Star Muck Bourach
David Ross Linklater
A knot of daffodils spice the hawthorn.
Come evening, when the sun is dipping
beyond its realities, they are a set of pale antlers
cut from the head of a forest lord.
Then, the meteoric pearl of a crow’s eye
as it leans down from the wind to source
ornaments that flame in its mind.
Anatomies of known things.
Little bones in the garden,
some twist of fate brought them here.
A pile of star muck swirled in a bourach
of hydrogen and think of that, the wastes of space
it all comes from. Melted away on a candle wheel
I will be born into and remain something
that is constantly changing.
For God’s sake, the birds were dinosaurs.
Then the great wave slung low from heavens
and there was nothing flying, nothing so tall.
But here we are, mingling with the dusts of others.
All hemmed in, tapered at the waist,
caught in this separation between earth and the after.
Reaching towards skies but locked in a theatre
of rooms, floorboards, long fields of honeycomb
and buildings of such mathematics it dizzies
temperaments of the impatient among us.
And what of you, hawthorn, your pockets
of pollen blast? Your phantasmagoria? The
old world deer remembered in your cloot?
I see what you’re up to.
The whole flicker of it, a slate of cloud-shift
three miles off and behind that, a spray of pasts.

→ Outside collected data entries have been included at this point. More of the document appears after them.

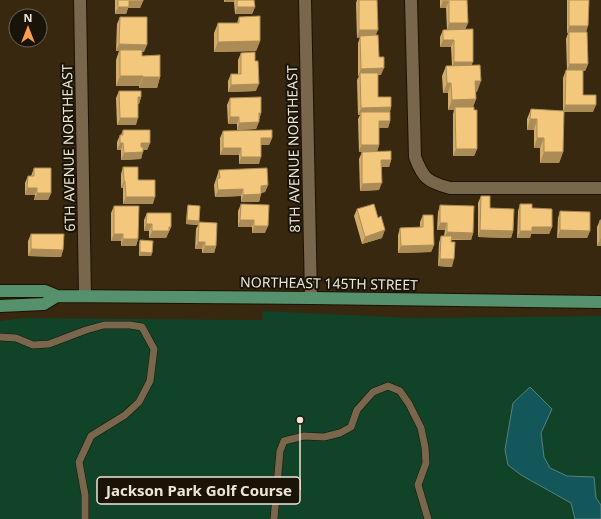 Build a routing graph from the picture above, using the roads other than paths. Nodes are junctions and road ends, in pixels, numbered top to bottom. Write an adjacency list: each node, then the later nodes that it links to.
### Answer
1 (80, 0): 7 (street, 6TH AVENUE NORTHEAST)
2 (305, 0): 8 (street, 8TH AVENUE NORTHEAST)
3 (411, 0): 4 (street)
4 (601, 188)
5 (0, 291): 6 (main road, NORTHEAST 145TH STREET)
6 (57, 296): 7 (main road, NORTHEAST 145TH STREET); 10 (main road, NORTHEAST 145TH STREET)
7 (85, 296): 8 (main road, NORTHEAST 145TH STREET)
8 (311, 298): 9 (main road, NORTHEAST 145TH STREET)
9 (601, 302)
10 (0, 306)
11 (0, 337): 12 (lane)
12 (85, 519)
13 (274, 519): 14 (lane)
14 (428, 519)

Moments when it stood, back to the wall,
a blue-veined outline frozen at the knees. Or
you turn over a leaf and see that it has veins, too.
That they lead outwards from the center.
It’s a charmed life.
There’s a blazing in the dialogues of stars,
a tune to waxwings rummaging for feed
in the hawthorn’s blackening gut.
Daffodils are telling their stories of the meteorites
and of the spheres, unpronounceable dancing energies.
These are the movements of universes, their measurements,
as hinged to his father’s shoulders, a boy
identifies the wonders of diggers and cranes.
“Look, Dad! What if they were dinosaurs
with big mouths and the butterflies were fireworks?”
David Ross Linklater is a poet from Balintore, Easter Ross. He is the author of two pamphlets, most recently Black Box (Speculative Books, 2018). He was shortlisted for the 2020 Edwin Morgan award and is the recipient of a Dewar Arts Award. His work has appeared in New Writing Scotland, Gutter, DMQ Review and The Blue Nib, amongst others. He lives and writes in Glasgow.